Was nun kein Hinweis auf konkrete Verwendung des Mohns sein soll. Da halte ich mich zurück. Die Verwendung ist vielfältig und außerdem wachsen Mohn und Getreide nun mal gerne zusammen....
Heute wachsen Klatschmohn und Getreide auf großen Feldern gern zusammen. Der Getreideanbau ist aber weiter im Süden aufgekommen, in einem klimatischen Zeitfenster, das großräumig Gräser förderte, so dass die dort lebenden Menschen sich an die Verwendung von Mehl gewöhnten. Die speziellen Mahlsteine findet man mW schon aus 10000 - 15000 Jahre alten Schichten.
...... es gibt ja auch schon Funde aus dem PPNA u. PPNB die zeigen, dass verschiedene heutige Kulturpflanzen gesammelt wurden. Vor allem die Ursorten der verschiedenen Getreide und Hülsenfrüchte gehören dazu
Außerdem hinkt an dem Bsp. das man Mohn zwar nutzen kann, aber er keinerlei Nahrungswert hat. Also warum etwas "anbauen" dass nicht als Nahrung dienlich ist.
Schau dir vielleicht (ohne die Quelle genau verifziert zu haben) folgendes an:
Artikel: Mohn - Eine alte Kulturpflanze erwacht aus ihrem Dornröschenschlaf
Das es eine Mohnnutzung im Neolithikum gegeben hat, wie sie auch immer ausgesehen hat, bleibt davon aber unbestritten.
In Mitteleuropa gab es nicht viele natürlich vorkommende Pflanzen, die sich für einen robusten Anbauversuch eignen, selbst die großsamigen Leguminosen Erbsen, Bohnen, Linsen stammen aus dem Süden. Bei der
Ackerbohne ? Wikipedia könnte es vielleicht ähnliche Formen gegeben haben.
Die Wildkohl/Rettich/Ackersenf-Familie könnte ich mir noch als einheimisch vorstellen aber ohne die spätere Zucht und Auslese, bot er nur grüne Blätter, die man ohnehin sammelte.
Ich frage mich, was haben die Mesolithiker schon vorher in Europa gesammelt und was eignete sich darüberhinaus als Wintervorrat.
Es gab Wildobst, Nüsse, Beeren, Pilze, die man darren konnte. Aber Obst eignet sich nicht für erste Anbauversuche, da merkt man sich, wo der Baum steht und geht zur Reifezeit hin. Knollen und Wurzeln wären geeignet, die heimischen Wildmöhren haben aber winzige Samen und sind für Aussaatversuche nicht robust genug.

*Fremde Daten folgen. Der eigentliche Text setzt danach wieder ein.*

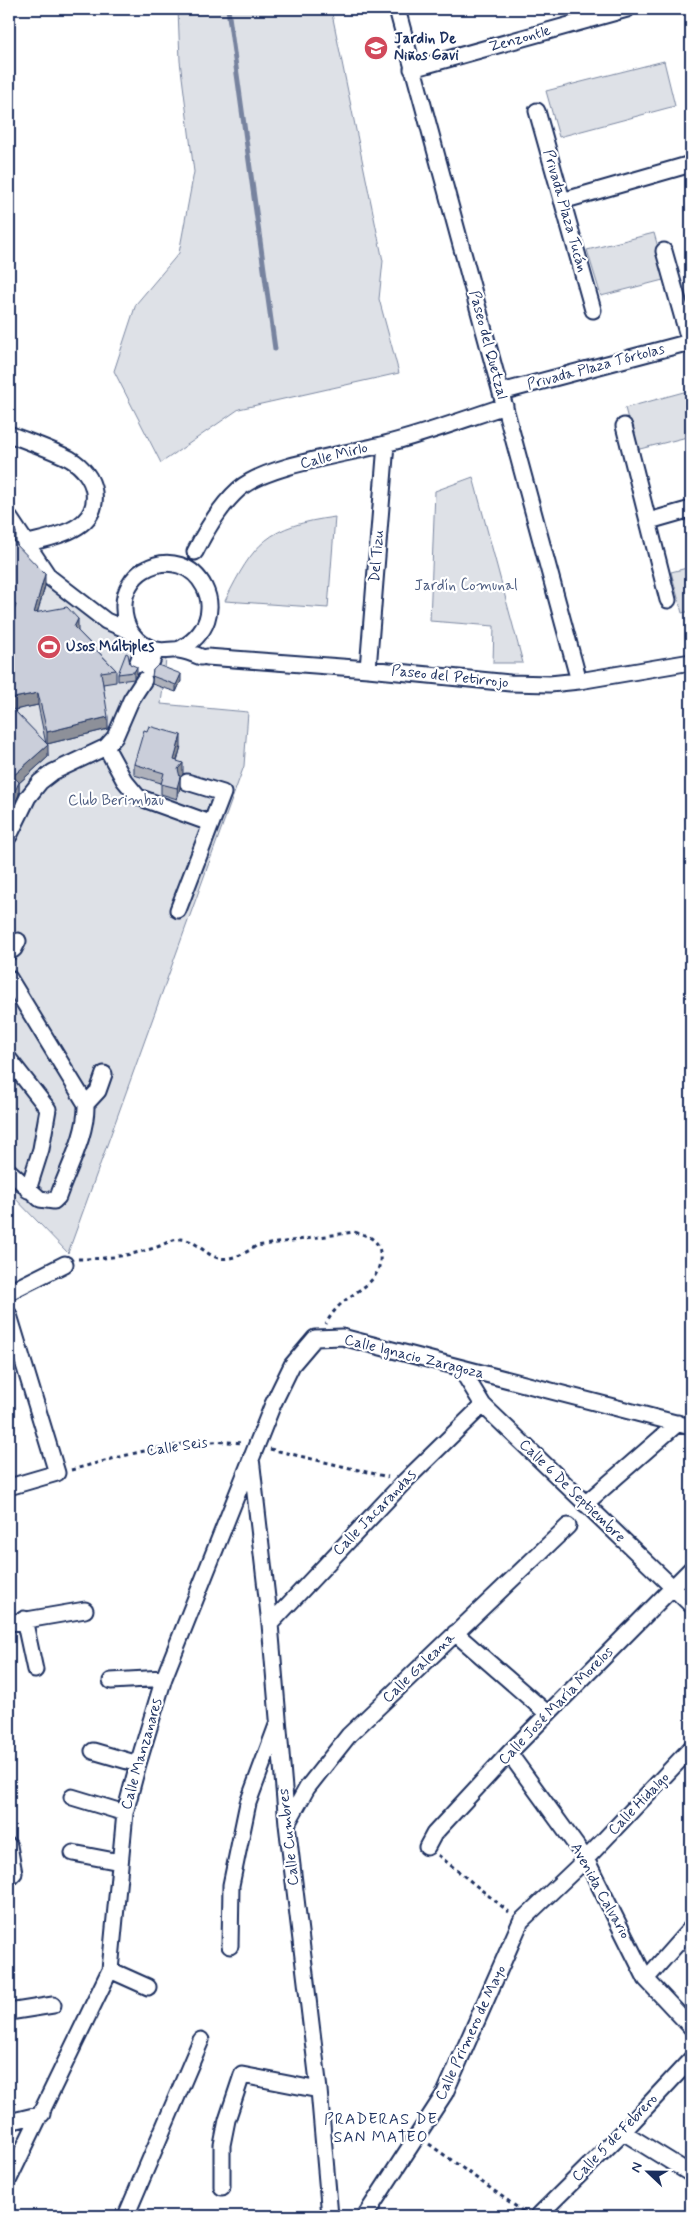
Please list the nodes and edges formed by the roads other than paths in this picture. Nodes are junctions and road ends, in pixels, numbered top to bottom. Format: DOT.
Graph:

Die Mohnkapseln dagegen kann man gut sammeln. Sollte auch somniferum einheimisch oder westeuropäisch gewesen sein, wurde er durch seine Kombiwirkung als Medizin und Ölsaat vielleicht schon seit Jahrtausenden gesammelt, die Kapseln sind lagerfähig und die Samen keimen bei Ausstreuen von selbst. Man erkennt den Sämling leicht und die Pflanze wächst robust wie Unkraut in der Nähe des Menschen.
Wenn man mit Mohn oder anderen Pflanzen schon Erfahrungen gemacht hat, nimmt man Erbsensamen o.ä. bereitwilliger als willkommene Bereicherung des Speiseplans an.
:winke: Ok, ich gebe zu, meine gärtnerische Ader geht da etwas mit mir durch.